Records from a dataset

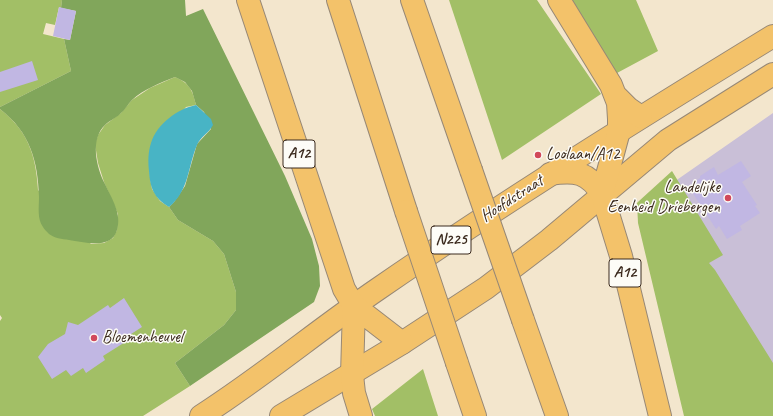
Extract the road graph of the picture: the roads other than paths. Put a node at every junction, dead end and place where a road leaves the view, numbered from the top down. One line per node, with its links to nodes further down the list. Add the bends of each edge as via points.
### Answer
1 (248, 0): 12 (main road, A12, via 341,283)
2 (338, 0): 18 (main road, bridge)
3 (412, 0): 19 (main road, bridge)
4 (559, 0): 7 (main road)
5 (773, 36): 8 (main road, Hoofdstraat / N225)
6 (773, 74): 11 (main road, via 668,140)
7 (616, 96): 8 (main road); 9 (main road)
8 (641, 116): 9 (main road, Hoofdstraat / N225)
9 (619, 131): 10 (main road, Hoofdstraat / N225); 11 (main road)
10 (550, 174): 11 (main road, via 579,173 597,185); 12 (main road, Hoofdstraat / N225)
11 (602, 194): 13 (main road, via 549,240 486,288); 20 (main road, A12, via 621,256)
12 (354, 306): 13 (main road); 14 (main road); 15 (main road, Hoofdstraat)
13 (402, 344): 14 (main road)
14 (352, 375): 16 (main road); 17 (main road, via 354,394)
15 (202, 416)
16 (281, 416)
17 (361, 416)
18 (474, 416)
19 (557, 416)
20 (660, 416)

__What is required__. Send back the entries above exactly. Skip the images.

__Output of the task__.
Extract the road graph of the picture: the roads other than paths. Put a node at every junction, dead end and place where a road leaves the view, numbered from the top down. One line per node, with its links to nodes further down the list. Add the bends of each edge as via points.
### Answer
1 (248, 0): 12 (main road, A12, via 341,283)
2 (338, 0): 18 (main road, bridge)
3 (412, 0): 19 (main road, bridge)
4 (559, 0): 7 (main road)
5 (773, 36): 8 (main road, Hoofdstraat / N225)
6 (773, 74): 11 (main road, via 668,140)
7 (616, 96): 8 (main road); 9 (main road)
8 (641, 116): 9 (main road, Hoofdstraat / N225)
9 (619, 131): 10 (main road, Hoofdstraat / N225); 11 (main road)
10 (550, 174): 11 (main road, via 579,173 597,185); 12 (main road, Hoofdstraat / N225)
11 (602, 194): 13 (main road, via 549,240 486,288); 20 (main road, A12, via 621,256)
12 (354, 306): 13 (main road); 14 (main road); 15 (main road, Hoofdstraat)
13 (402, 344): 14 (main road)
14 (352, 375): 16 (main road); 17 (main road, via 354,394)
15 (202, 416)
16 (281, 416)
17 (361, 416)
18 (474, 416)
19 (557, 416)
20 (660, 416)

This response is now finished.